Je ne peux m’empêcher de penser que le mot croissance du PIB, libéralisme, productivisme, et par conséquent hyper-consommation sont sous-jacents de la pensée de l’auteur dans cet article... nous serions alors dans une incitation à croire qu'une seule économie ne serait possible, que nous serions logiquement obligé de nous y plier, et par là même, "d'adapter" tout ce qui fait humanité et nature sur cette terre à la pensée globale d'une économie de marché libérale et productiviste. Bref, par raison ou par aveuglement, une seule voie de progrès serait possible et nous devrions la suivre à tout prix. Absurde. La vraie question serait plutôt: "Quelle économie devrions nous inventer pour quelle soit compatible avec l’urgence écologique et une transition durable?" Avec son corolaire, celui des indicateurs qui permettront d’en mesurer les résultats. Cela est tout à fait possible, et nous en avons les capacités sur un temps long d'une vingtaine d'années.

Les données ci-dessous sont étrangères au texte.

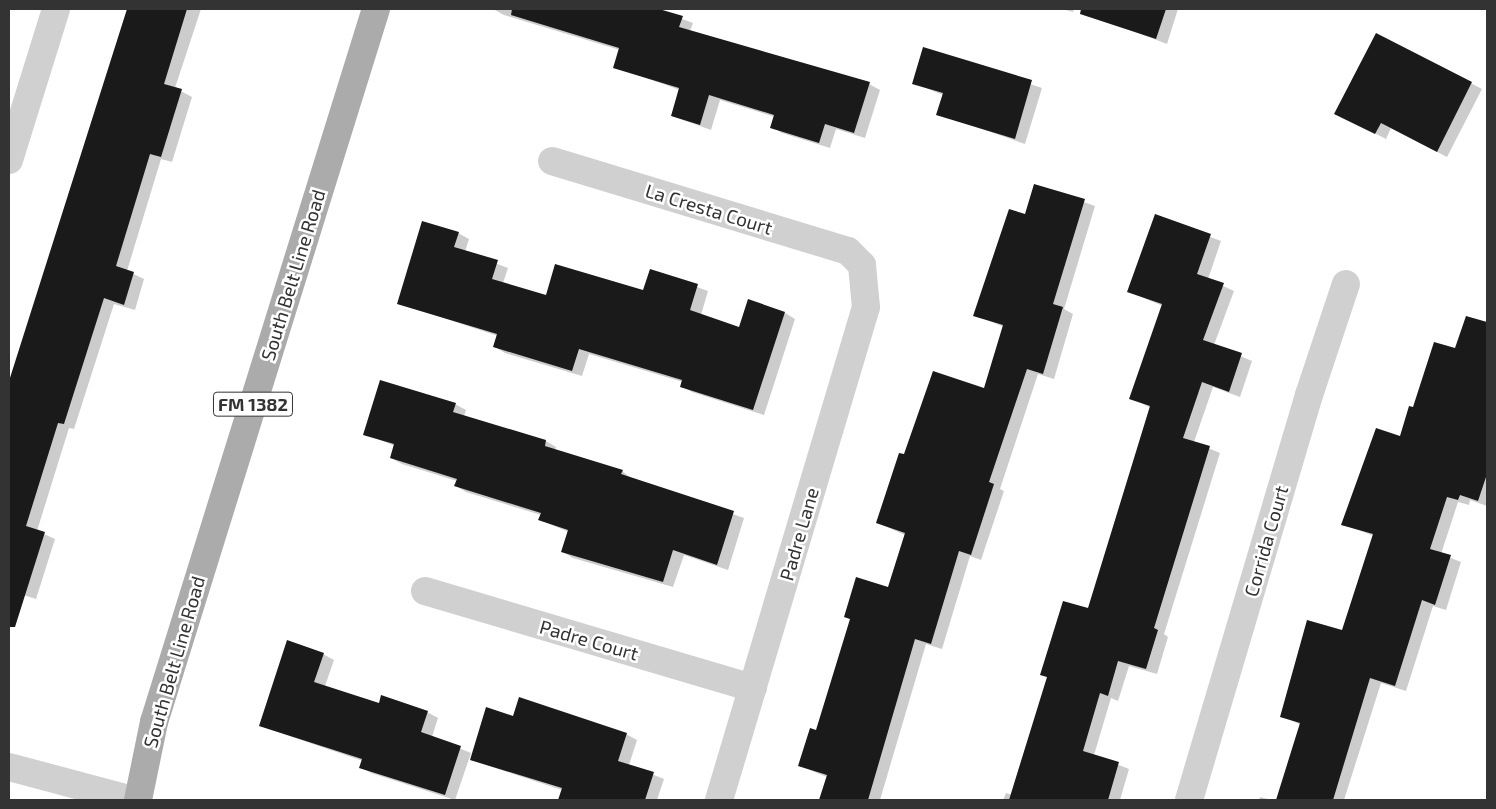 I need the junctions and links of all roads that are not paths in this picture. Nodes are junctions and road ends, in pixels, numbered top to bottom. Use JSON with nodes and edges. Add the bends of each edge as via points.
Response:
{"nodes":[{"id":1,"x":56,"y":9,"type":"edge"},
{"id":2,"x":376,"y":9,"type":"edge"},
{"id":3,"x":9,"y":160,"type":"edge"},
{"id":4,"x":552,"y":161,"type":"dead end"},
{"id":5,"x":862,"y":265,"type":"joint"},
{"id":6,"x":1346,"y":284,"type":"dead end"},
{"id":7,"x":425,"y":591,"type":"dead end"},
{"id":8,"x":753,"y":688,"type":"junction"},
{"id":9,"x":9,"y":767,"type":"edge"},
{"id":10,"x":133,"y":800,"type":"edge"},
{"id":11,"x":138,"y":800,"type":"edge"},
{"id":12,"x":719,"y":800,"type":"edge"},
{"id":13,"x":1189,"y":800,"type":"edge"}],
"edges":[{"from":1,"to":3,"type":"street"},
{"from":2,"to":11,"type":"main road","name":"South Belt Line Road","number":"FM 1382","via":[[154,722]]},
{"from":4,"to":5,"type":"street","name":"La Cresta Court","via":[[848,251]]},
{"from":5,"to":8,"type":"street","name":"Padre Lane","via":[[866,307]]},
{"from":6,"to":13,"type":"street","name":"Corrida Court","via":[[1309,396]]},
{"from":7,"to":8,"type":"street","name":"Padre Court"},
{"from":8,"to":12,"type":"street","name":"Padre Lane"},
{"from":9,"to":10,"type":"street"}]}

La Cause Animale nous alerte philosophiquement sur cette nécessaire altérité et sur notre responsabilité , en tant qu'être humain, nous rappelant l'essence même de l'humanisme. Elle nous propose d'inventer de nouveaux modèles de vie et de régulation positive des activités humaines, en total respect de tout ce qui vit sur cette terre. S'agit-il alors de décroissance ou de métamorphose? Chacun son chemin, mais les modèles anciens sont devenus obsolète et le temps de la sagesse est bien venu."Cela n’a plus de sens d’opposer le non-spécisme et l’humanisme." (Corine Pelluchon)

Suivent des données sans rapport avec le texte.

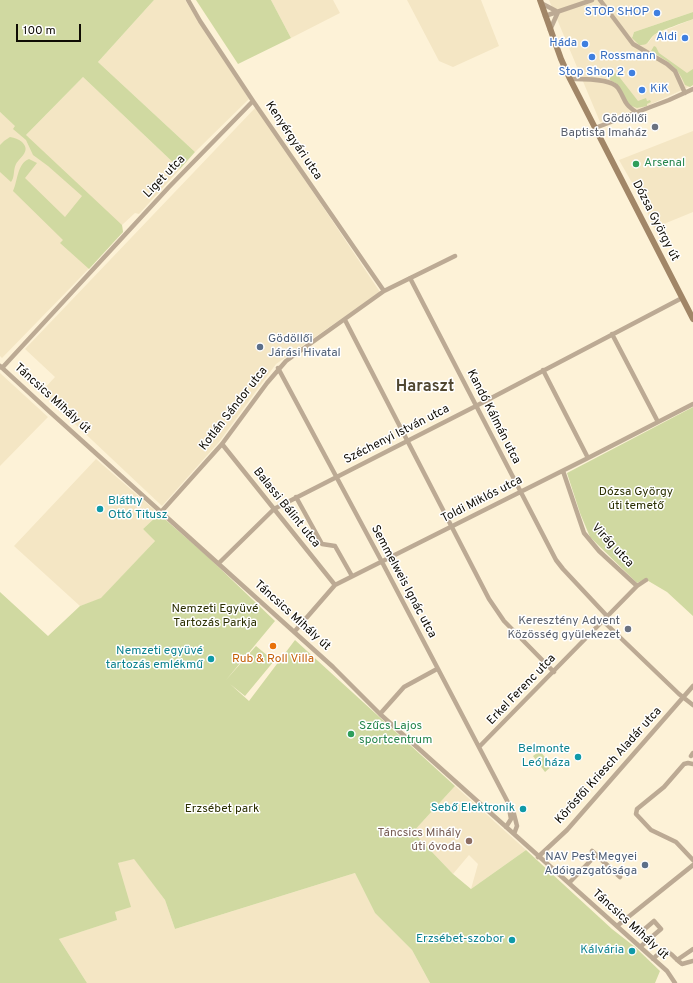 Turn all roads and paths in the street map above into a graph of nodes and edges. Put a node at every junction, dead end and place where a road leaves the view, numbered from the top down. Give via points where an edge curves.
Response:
1 (188, 0) edge
2 (592, 0) edge
3 (600, 0) edge
4 (541, 1) edge
5 (558, 12) junction
6 (545, 16) junction
7 (550, 30) junction
8 (570, 79) junction
9 (693, 89) edge
10 (685, 93) junction
11 (253, 101) junction
12 (636, 112) junction
13 (595, 128) junction
14 (455, 256) dead end
15 (410, 278) junction
16 (384, 291) junction
17 (682, 298) junction
18 (693, 319) edge
19 (345, 320) junction
20 (612, 334) junction
21 (1, 367) edge
22 (278, 368) junction
23 (544, 370) junction
24 (693, 404) edge
25 (476, 406) junction
26 (658, 422) junction
27 (408, 440) junction
28 (222, 444) junction
29 (588, 458) junction
30 (563, 471) junction
31 (336, 477) junction
32 (520, 492) junction
33 (296, 497) junction
34 (274, 508) junction
35 (162, 512) junction
36 (452, 527) junction
37 (382, 562) junction
38 (219, 563) junction
39 (352, 576) junction
40 (646, 580) dead end
41 (335, 585) junction
42 (637, 586) junction
43 (607, 616) junction
44 (603, 621) junction
45 (294, 631) junction
46 (437, 669) junction
47 (554, 672) junction
48 (693, 686) edge
49 (683, 697) junction
50 (693, 705) edge
51 (380, 714) junction
52 (479, 748) junction
53 (693, 764) edge
54 (509, 804) junction
55 (506, 827) junction
56 (514, 834) junction
57 (592, 851) dead end
58 (596, 855) junction
59 (538, 857) junction
60 (693, 860) edge
61 (693, 865) edge
62 (620, 877) dead end
63 (569, 883) junction
64 (617, 926) junction
65 (640, 933) dead end
66 (640, 946) junction
67 (693, 949) edge
68 (653, 959) junction
69 (677, 960) junction
70 (693, 961) edge
71 (675, 983) edge

1 - 11 street, Kenyérgyári utca
2 - 5 street
3 - 10 street via 634,44 675,71
4 - 5 street
4 - 6 main road, Dózsa György út
5 - 6 street
5 - 7 street
6 - 7 main road, Dózsa György út
7 - 8 main road, Dózsa György út
8 - 12 street via 614,84 625,103
8 - 13 main road, Dózsa György út
9 - 10 street
10 - 12 street
11 - 16 street, Kenyérgyári utca
11 - 21 street, Liget utca
12 - 13 street
13 - 17 main road, Dózsa György út
14 - 15 street, Kotlán Sándor utca
15 - 16 street, Kotlán Sándor utca
15 - 25 street, Kandó Kálmán utca
16 - 19 street, Kotlán Sándor utca
17 - 18 main road, Dózsa György út
17 - 20 street, Széchenyi István utca
19 - 22 street, Kotlán Sándor utca
19 - 27 street
20 - 23 street, Széchenyi István utca
20 - 26 street
21 - 35 street, Táncsics Mihály út
22 - 28 street, Kotlán Sándor utca
22 - 31 street, Semmelweis Ignác utca
23 - 25 street, Széchenyi István utca
23 - 29 street
24 - 26 street, Toldi Miklós utca
25 - 27 street, Széchenyi István utca
25 - 32 street, Kandó Kálmán utca
26 - 29 street, Toldi Miklós utca
27 - 31 street, Széchenyi István utca
27 - 36 street
28 - 34 street, Balassi Bálint utca
28 - 35 street, Kotlán Sándor utca
29 - 30 street, Toldi Miklós utca
30 - 32 street, Toldi Miklós utca
30 - 42 street, Virág utca via 584,533
31 - 33 street, Széchenyi István utca
31 - 37 street, Semmelweis Ignác utca
32 - 36 street, Toldi Miklós utca
32 - 43 street, Kandó Kálmán utca via 559,564
33 - 34 street, Széchenyi István utca
33 - 39 street via 322,544 334,546
34 - 38 street, Széchenyi István utca
34 - 41 street, Balassi Bálint utca
35 - 38 street, Táncsics Mihály út
36 - 37 street, Toldi Miklós utca
36 - 47 street via 497,611
37 - 39 street, Toldi Miklós utca
37 - 46 street, Semmelweis Ignác utca
38 - 45 street, Táncsics Mihály út
39 - 41 street, Toldi Miklós utca
40 - 42 street, Erkel Ferenc utca
41 - 45 street, Toldi Miklós utca
42 - 43 street, Erkel Ferenc utca
43 - 44 street, Erkel Ferenc utca
44 - 47 street, Erkel Ferenc utca
44 - 49 street
45 - 51 street, Táncsics Mihály út
46 - 51 street via 404,687
46 - 52 street, Semmelweis Ignác utca
47 - 52 street, Erkel Ferenc utca
48 - 49 street, Körösfői Kriesch Aladár utca
49 - 50 street
49 - 59 street, Körösfői Kriesch Aladár utca via 588,806
51 - 55 street, Táncsics Mihály út
52 - 54 street, Semmelweis Ignác utca
53 - 60 street via 684,764 664,787 637,809 636,814 651,830 676,842
54 - 55 street, Semmelweis Ignác utca via 511,819
54 - 56 street, Semmelweis Ignác utca via 517,824
55 - 56 street, Táncsics Mihály út
56 - 59 street, Táncsics Mihály út
57 - 58 street
58 - 62 street
58 - 63 street
59 - 63 street, Táncsics Mihály út
61 - 64 street
63 - 64 street, Táncsics Mihály út
64 - 66 street, Táncsics Mihály út
65 - 66 street via 654,921 661,928
66 - 68 street, Táncsics Mihály út
67 - 69 street
68 - 69 street via 664,951
68 - 71 street, Táncsics Mihály út via 670,974
69 - 70 street via 683,964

Vu sous cet angle, l’approche s’éclaire, et devient totalement différente. Au lieu de contraindre l’écologie aux objectifs économiques, avec les conséquences que l'on vit aujourd'hui, ou au contraire d’éradiquer l’économie au profit de l’écologie, on propose ici une métamorphose de notre économie, une transformation systémique progressive de nos activités humaines.
"Or, comme le dit Montaigne dans l’Apologie de Raimond Sebond, au Livre 2 des Essais, chaque espèce peut considérer que, de son point de vue, elle est supérieure aux autres. Certes, la vie de votre animal n’a pas la même importance que la vie de votre épouse. Mais, au lieu de parler de hiérarchie, il vaut mieux parler d’altérité." (Corine Pelluchon : «La cause animale est la cause de l’humanité». Libération 16/01/2017)

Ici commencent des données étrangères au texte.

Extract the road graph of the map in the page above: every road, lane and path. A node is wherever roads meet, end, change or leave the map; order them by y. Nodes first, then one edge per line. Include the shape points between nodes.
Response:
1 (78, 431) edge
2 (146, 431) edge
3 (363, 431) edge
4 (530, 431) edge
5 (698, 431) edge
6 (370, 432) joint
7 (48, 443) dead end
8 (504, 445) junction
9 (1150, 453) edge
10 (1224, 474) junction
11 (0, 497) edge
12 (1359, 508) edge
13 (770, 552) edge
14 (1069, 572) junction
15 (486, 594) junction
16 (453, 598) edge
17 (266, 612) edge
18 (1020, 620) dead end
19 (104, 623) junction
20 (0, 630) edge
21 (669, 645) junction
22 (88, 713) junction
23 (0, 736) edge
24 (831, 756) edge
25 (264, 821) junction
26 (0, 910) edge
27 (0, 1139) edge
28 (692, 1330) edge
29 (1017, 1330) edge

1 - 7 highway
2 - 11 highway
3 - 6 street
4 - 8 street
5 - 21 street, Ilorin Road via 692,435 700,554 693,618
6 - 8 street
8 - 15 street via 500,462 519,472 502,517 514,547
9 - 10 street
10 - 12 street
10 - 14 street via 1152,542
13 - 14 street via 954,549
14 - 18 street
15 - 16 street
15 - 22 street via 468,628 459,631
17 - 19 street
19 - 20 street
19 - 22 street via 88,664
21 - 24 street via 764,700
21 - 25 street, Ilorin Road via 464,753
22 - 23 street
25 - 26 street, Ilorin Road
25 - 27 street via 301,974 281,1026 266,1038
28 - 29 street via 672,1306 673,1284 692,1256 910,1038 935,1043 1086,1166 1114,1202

Dans cette logique les mots ont un sens et formatent la pensée collective. Ils sont ici l'expression même des indicateurs de cette économie métamorphosée. Le mot efficience remplacerait le mot efficacité, l’IDH remplacerait le PIB, le RSE ne serait pas seulement la Responsabilité Sociale des Entreprises mais deviendrait Résultat Social et Environnemental, la Ressource Humaine deviendrait Richesse Humaine, la performance boursière serait remplacée par la performance de frugalité, le Revenu Universel deviendrait la juste rémunération de toutes activités humaines qu'elles soient productives, sociales, intellectuelles, bénévoles, culturelles...., l’autonomie alimentaire remplacerait la production agricole. De nouvelles formes de "marchés" telles que le troc, le recyclage, l’autonomie énergétique, seraient les vecteurs de progrès. La recherche scientifique serait orientée vers le bien-être, le respect de toute vie sur terre et la simplification des flux de biens et de personnes...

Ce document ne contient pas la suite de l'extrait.